WHAT THE EXERCISE ASKS: Repeat all the records exactly, omitting pictures.

[Dataset entries]

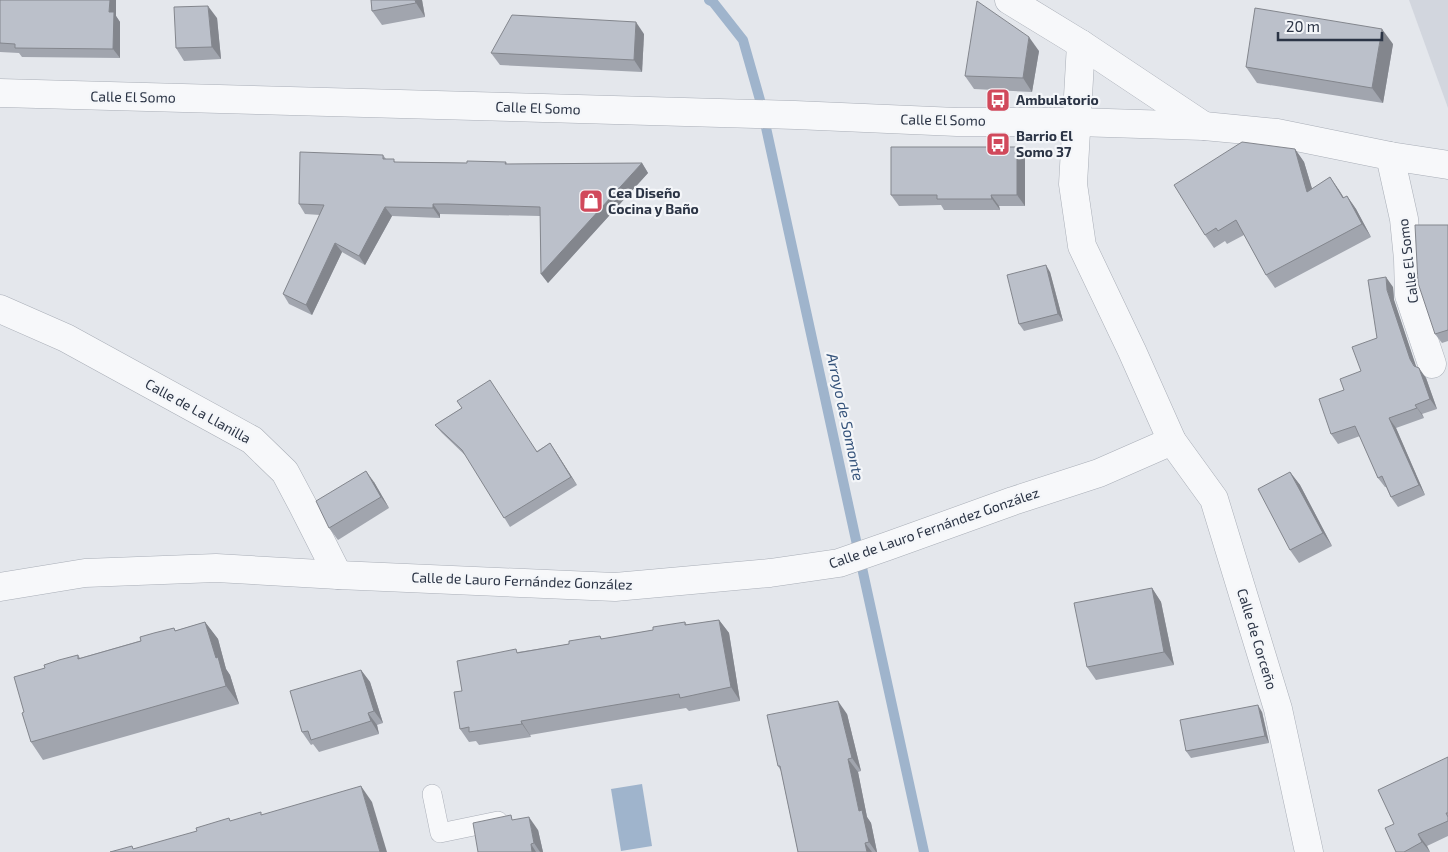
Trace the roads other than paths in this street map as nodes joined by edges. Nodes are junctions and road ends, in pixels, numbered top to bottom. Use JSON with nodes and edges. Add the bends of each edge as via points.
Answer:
{"nodes":[{"id":1,"x":1009,"y":0,"type":"edge"},
{"id":2,"x":1081,"y":44,"type":"junction"},
{"id":3,"x":0,"y":93,"type":"edge"},
{"id":4,"x":1076,"y":122,"type":"junction"},
{"id":5,"x":1204,"y":126,"type":"junction"},
{"id":6,"x":1390,"y":156,"type":"junction"},
{"id":7,"x":1448,"y":165,"type":"edge"},
{"id":8,"x":0,"y":310,"type":"edge"},
{"id":9,"x":1432,"y":364,"type":"dead end"},
{"id":10,"x":1172,"y":440,"type":"junction"},
{"id":11,"x":338,"y":575,"type":"junction"},
{"id":12,"x":0,"y":587,"type":"edge"},
{"id":13,"x":432,"y":794,"type":"dead end"},
{"id":14,"x":508,"y":818,"type":"edge"},
{"id":15,"x":1309,"y":852,"type":"edge"}],
"edges":[{"from":1,"to":2,"type":"street"},
{"from":2,"to":4,"type":"street"},
{"from":2,"to":5,"type":"street"},
{"from":3,"to":4,"type":"street","name":"Calle El Somo","via":[[957,122]]},
{"from":4,"to":5,"type":"street","name":"Calle El Somo"},
{"from":4,"to":10,"type":"street","via":[[1073,184],[1082,246]]},
{"from":5,"to":6,"type":"street","name":"Calle El Somo","via":[[1277,133]]},
{"from":6,"to":7,"type":"street","name":"Calle El Somo"},
{"from":6,"to":9,"type":"street","name":"Calle El Somo","via":[[1404,219],[1409,296]]},
{"from":8,"to":11,"type":"street","name":"Calle de La Llanilla","via":[[66,338],[252,440],[284,472]]},
{"from":10,"to":11,"type":"street","name":"Calle de Lauro Fernández González","via":[[1099,472],[839,563],[770,573],[615,587]]},
{"from":10,"to":15,"type":"street","name":"Calle de Corceño","via":[[1214,499],[1278,708]]},
{"from":11,"to":12,"type":"street","name":"Calle de Lauro Fernández González","via":[[216,568],[85,573]]},
{"from":13,"to":14,"type":"lane","via":[[440,833]]}]}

TASK RESPONSE:
Trace the roads other than paths in this street map as nodes joined by edges. Nodes are junctions and road ends, in pixels, numbered top to bottom. Use JSON with nodes and edges. Add the bends of each edge as via points.
Answer:
{"nodes":[{"id":1,"x":1009,"y":0,"type":"edge"},
{"id":2,"x":1081,"y":44,"type":"junction"},
{"id":3,"x":0,"y":93,"type":"edge"},
{"id":4,"x":1076,"y":122,"type":"junction"},
{"id":5,"x":1204,"y":126,"type":"junction"},
{"id":6,"x":1390,"y":156,"type":"junction"},
{"id":7,"x":1448,"y":165,"type":"edge"},
{"id":8,"x":0,"y":310,"type":"edge"},
{"id":9,"x":1432,"y":364,"type":"dead end"},
{"id":10,"x":1172,"y":440,"type":"junction"},
{"id":11,"x":338,"y":575,"type":"junction"},
{"id":12,"x":0,"y":587,"type":"edge"},
{"id":13,"x":432,"y":794,"type":"dead end"},
{"id":14,"x":508,"y":818,"type":"edge"},
{"id":15,"x":1309,"y":852,"type":"edge"}],
"edges":[{"from":1,"to":2,"type":"street"},
{"from":2,"to":4,"type":"street"},
{"from":2,"to":5,"type":"street"},
{"from":3,"to":4,"type":"street","name":"Calle El Somo","via":[[957,122]]},
{"from":4,"to":5,"type":"street","name":"Calle El Somo"},
{"from":4,"to":10,"type":"street","via":[[1073,184],[1082,246]]},
{"from":5,"to":6,"type":"street","name":"Calle El Somo","via":[[1277,133]]},
{"from":6,"to":7,"type":"street","name":"Calle El Somo"},
{"from":6,"to":9,"type":"street","name":"Calle El Somo","via":[[1404,219],[1409,296]]},
{"from":8,"to":11,"type":"street","name":"Calle de La Llanilla","via":[[66,338],[252,440],[284,472]]},
{"from":10,"to":11,"type":"street","name":"Calle de Lauro Fernández González","via":[[1099,472],[839,563],[770,573],[615,587]]},
{"from":10,"to":15,"type":"street","name":"Calle de Corceño","via":[[1214,499],[1278,708]]},
{"from":11,"to":12,"type":"street","name":"Calle de Lauro Fernández González","via":[[216,568],[85,573]]},
{"from":13,"to":14,"type":"lane","via":[[440,833]]}]}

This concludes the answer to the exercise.